Edward Albert Heimberger, a veteran actor of stage and screen who achieved his greatest fame on the 1960s TV show "Green Acres," died on May 26 of pneumonia. He was 99.
Born in Rock Island, Ill., and raised in Minneapolis, Edward attended the University of Minnesota for two years before launching his performing career as a singer and master of ceremonies in a magic show. After hearing his last name mispronounced over and over again, he adopted the stage name Eddie Albert.
In the 1930s, Albert moved to New York with dreams of becoming a working actor.
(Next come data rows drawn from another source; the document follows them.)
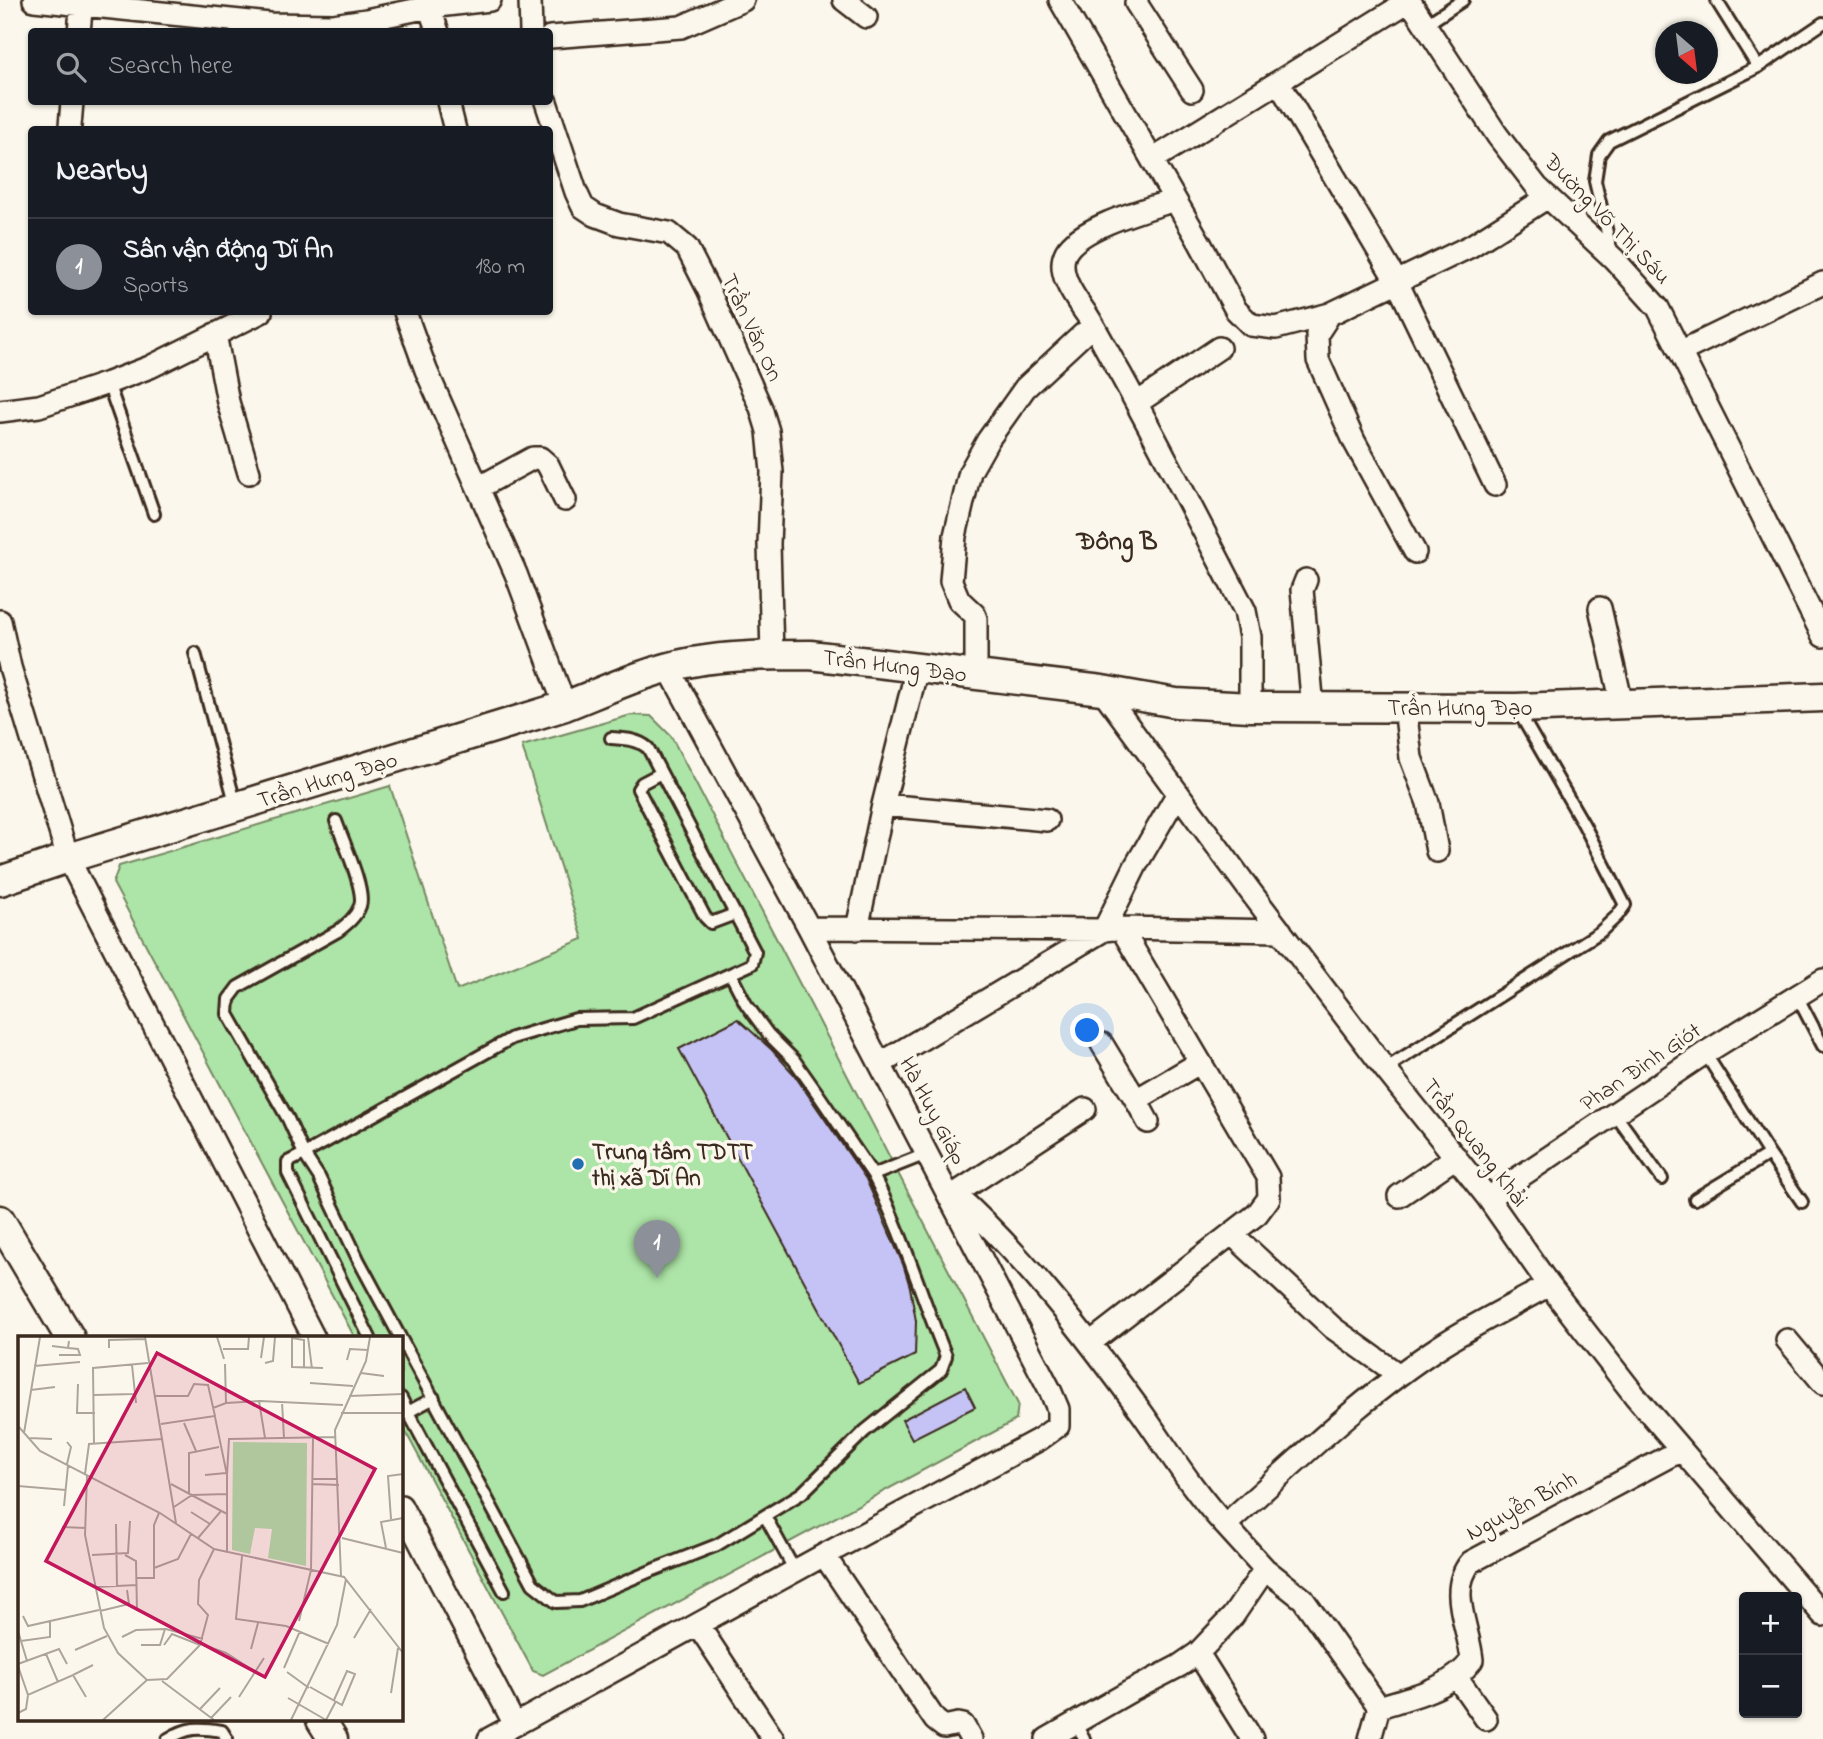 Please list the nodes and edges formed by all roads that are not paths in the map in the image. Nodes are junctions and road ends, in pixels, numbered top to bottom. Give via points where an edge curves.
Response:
1 (34, 0) edge
2 (490, 0) edge
3 (530, 0) edge
4 (744, 0) edge
5 (844, 0) edge
6 (1060, 0) edge
7 (1137, 0) edge
8 (1409, 0) edge
9 (1464, 0) edge
10 (1716, 0) edge
11 (82, 3) edge
12 (429, 7) junction
13 (866, 17) dead end
14 (1823, 24) edge
15 (1425, 25) junction
16 (79, 28) edge
17 (437, 28) edge
18 (531, 28) edge
19 (553, 37) edge
20 (1758, 67) junction
21 (1279, 83) junction
22 (1192, 90) dead end
23 (72, 105) edge
24 (449, 105) edge
25 (547, 105) edge
26 (70, 126) dead end
27 (454, 126) edge
28 (1152, 160) junction
29 (1548, 197) junction
30 (1175, 200) junction
31 (1614, 259) junction
32 (1397, 282) junction
33 (1823, 283) edge
34 (1331, 314) junction
35 (252, 315) edge
36 (406, 315) edge
37 (222, 325) edge
38 (1093, 325) junction
39 (1219, 348) dead end
40 (1681, 352) junction
41 (108, 383) junction
42 (1137, 403) junction
43 (0, 411) edge
44 (249, 473) dead end
45 (1495, 485) dead end
46 (478, 488) junction
47 (565, 500) dead end
48 (154, 514) dead end
49 (1415, 552) dead end
50 (1306, 580) dead end
51 (1600, 608) dead end
52 (0, 621) edge
53 (1823, 636) edge
54 (195, 653) dead end
55 (772, 655) junction
56 (917, 668) junction
57 (669, 669) junction
58 (976, 675) junction
59 (1102, 690) junction
60 (1823, 696) edge
61 (1622, 704) junction
62 (565, 706) junction
63 (1250, 707) junction
64 (1405, 707) junction
65 (1313, 708) junction
66 (1516, 708) junction
67 (611, 738) dead end
68 (661, 773) junction
69 (1178, 793) junction
70 (883, 805) junction
71 (236, 807) junction
72 (1047, 820) dead end
73 (336, 821) dead end
74 (1437, 851) dead end
75 (68, 858) junction
76 (0, 881) edge
77 (735, 914) junction
78 (809, 928) junction
79 (857, 929) junction
80 (1112, 929) junction
81 (1281, 931) junction
82 (731, 975) junction
83 (1823, 980) edge
84 (1797, 996) junction
85 (1102, 1044) dead end
86 (1823, 1046) edge
87 (1706, 1053) junction
88 (1199, 1063) junction
89 (880, 1064) junction
90 (1385, 1069) junction
91 (1136, 1100) junction
92 (1085, 1109) dead end
93 (1615, 1114) junction
94 (1148, 1122) dead end
95 (304, 1154) junction
96 (926, 1154) junction
97 (1769, 1154) junction
98 (1456, 1157) junction
99 (873, 1175) junction
100 (1661, 1179) dead end
101 (948, 1189) junction
102 (1399, 1196) dead end
103 (1488, 1198) junction
104 (1695, 1199) dead end
105 (1801, 1202) dead end
106 (0, 1220) edge
107 (1232, 1234) junction
108 (1549, 1285) junction
109 (69, 1336) edge
110 (313, 1336) edge
111 (369, 1336) edge
112 (400, 1336) edge
113 (402, 1339) edge
114 (1787, 1340) dead end
115 (1090, 1343) junction
116 (1399, 1375) junction
117 (1823, 1384) edge
118 (434, 1398) junction
119 (404, 1414) edge
120 (1681, 1450) junction
121 (402, 1508) edge
122 (765, 1516) junction
123 (1225, 1525) junction
124 (824, 1555) junction
125 (1265, 1569) junction
126 (795, 1571) junction
127 (504, 1591) dead end
128 (1823, 1615) edge
129 (698, 1625) junction
130 (1198, 1653) junction
131 (1455, 1676) junction
132 (1379, 1707) junction
133 (1486, 1720) dead end
134 (322, 1722) edge
135 (515, 1725) junction
136 (1079, 1731) edge
137 (168, 1739) edge
138 (227, 1739) edge
139 (333, 1739) edge
140 (489, 1739) edge
141 (773, 1739) edge
142 (971, 1739) edge
143 (1047, 1739) edge
144 (1251, 1739) edge
145 (1370, 1739) edge

1 - 11 street
2 - 12 street
3 - 18 street
4 - 19 street via 681,27
5 - 13 street
6 - 28 street
7 - 22 street
8 - 15 street, Đường Võ Thị Sáu
8 - 21 street
9 - 15 lane
10 - 20 lane
11 - 12 street via 270,24 333,25
11 - 16 street
12 - 17 street
14 - 20 lane
15 - 29 street, Đường Võ Thị Sáu via 1497,135
20 - 31 lane via 1609,141 1599,155 1595,181
21 - 28 street
21 - 32 street
23 - 26 street
24 - 27 street
25 - 55 street, Trần Văn Ơn via 583,207 619,225 668,233 687,248 761,408 772,472
28 - 30 street
29 - 31 street, Đường Võ Thị Sáu
29 - 32 street via 1471,246
30 - 34 street via 1236,310 1251,325 1276,328
30 - 38 street via 1107,223 1066,252 1066,279
31 - 40 street, Đường Võ Thị Sáu via 1658,308
32 - 34 street
32 - 45 street
33 - 40 street
34 - 49 street via 1317,334 1318,360 1354,441
35 - 37 street
36 - 46 street
37 - 41 street via 150,367
37 - 44 street via 228,402
38 - 42 street
38 - 58 street via 1025,388 970,472 955,536 951,581 959,600 976,619
39 - 42 street
40 - 53 street, Đường Võ Thị Sáu
41 - 43 street via 39,407
41 - 48 lane
42 - 63 street via 1245,611 1250,637
46 - 47 street via 540,458
46 - 62 street
50 - 65 street via 1302,590
51 - 61 street
52 - 75 street
54 - 71 lane
55 - 56 main road, Trần Hưng Đạo
55 - 57 main road, Trần Hưng Đạo via 692,662
56 - 58 main road, Trần Hưng Đạo
56 - 70 street
57 - 62 main road, Trần Hưng Đạo
57 - 78 street, Hà Huy Giáp
58 - 59 main road, Trần Hưng Đạo
59 - 63 main road, Trần Hưng Đạo
59 - 69 street, Trần Quang Khải
60 - 61 main road, Trần Hưng Đạo
61 - 66 main road, Trần Hưng Đạo
62 - 71 main road, Trần Hưng Đạo
63 - 65 main road, Trần Hưng Đạo
64 - 65 main road, Trần Hưng Đạo
64 - 66 main road, Trần Hưng Đạo
64 - 74 street via 1411,758 1428,803
66 - 90 lane via 1625,905 1600,932
67 - 68 lane via 641,743
68 - 77 lane
68 - 77 lane via 638,789 705,917 715,923
69 - 80 street via 1136,865
69 - 81 street, Trần Quang Khải
70 - 72 street
70 - 79 street
71 - 75 main road, Trần Hưng Đạo
73 - 95 lane via 360,890 361,904 352,919 238,987 229,999 229,1014
75 - 76 main road, Trần Hưng Đạo
75 - 110 street
77 - 82 lane via 755,958
78 - 79 street
78 - 89 street, Hà Huy Giáp
79 - 80 street
80 - 81 street
80 - 88 street
80 - 89 street
81 - 90 street, Trần Quang Khải
82 - 95 lane via 634,1018 576,1019 512,1038
82 - 99 lane via 746,1004 794,1060
83 - 84 street, Phan Đình Giót
84 - 86 lane
84 - 87 street, Phan Đình Giót
85 - 91 street
87 - 93 street, Phan Đình Giót
87 - 97 lane
88 - 91 street
88 - 107 street via 1268,1177 1269,1198
89 - 96 street, Hà Huy Giáp
90 - 98 street, Trần Quang Khải
91 - 94 street
92 - 101 street
93 - 100 lane
93 - 103 street, Phan Đình Giót
95 - 111 lane via 288,1162 288,1173
95 - 112 lane
96 - 99 lane
96 - 101 street, Hà Huy Giáp
97 - 104 lane
97 - 105 lane
98 - 102 street
98 - 103 street, Trần Quang Khải
99 - 122 lane via 893,1214 946,1356 941,1370 865,1431 802,1493
101 - 115 street, Hà Huy Giáp via 1031,1272
101 - 124 street via 1050,1390 1058,1409 1058,1426
103 - 108 street, Trần Quang Khải
106 - 109 main road
107 - 115 street
107 - 116 street via 1334,1328
108 - 116 street
108 - 120 street, Trần Quang Khải
113 - 118 lane
114 - 117 street
115 - 123 street, Hà Huy Giáp
116 - 123 street
118 - 119 lane
118 - 122 lane via 533,1584 556,1602 580,1601 717,1545
119 - 127 lane
120 - 128 street, Trần Quang Khải
120 - 131 street, Nguyễn Bính via 1471,1562 1462,1573 1459,1596 1472,1660
121 - 135 street
122 - 126 lane
123 - 125 street
124 - 126 street
124 - 142 street via 935,1720 944,1727 963,1726
125 - 130 street via 1233,1616
125 - 132 street via 1303,1599
126 - 129 street
129 - 135 street
129 - 141 street
130 - 136 street
130 - 144 street
131 - 132 street via 1426,1692
131 - 133 street
132 - 145 street
134 - 139 main road
135 - 140 street
136 - 143 street
137 - 138 lane via 184,1730 202,1728 222,1731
He made his Broadway debut in "O Evening Star" before landing the lead role in the 1936 stage production of "Brother Rat." An executive from Warner Bros. caught the show and offered Albert a studio contract. He signed a seven-year deal, moved to Hollywood and appeared in the film adaptation of "Brother Rat" and its sequel.
An avid sailor, Albert would often take long trips in a ketch down the California coast. On one of these excursions, he encountered Japanese "fishermen" making hydrographic surveys near Baja California. When Albert reported his findings to Army intelligence, the military agreed to use him as a spy. Albert then spent several years working as a clown and trapeze artist in a small, Mexican circus while he gathered intelligence about Nazi activities in the region. During World War II, he enlisted in the U.S. Navy and earned a Bronze Star for rescuing nearly 70 wounded soldiers that had been abandoned under heavy fire in the "Bloody Battle of Tarawa."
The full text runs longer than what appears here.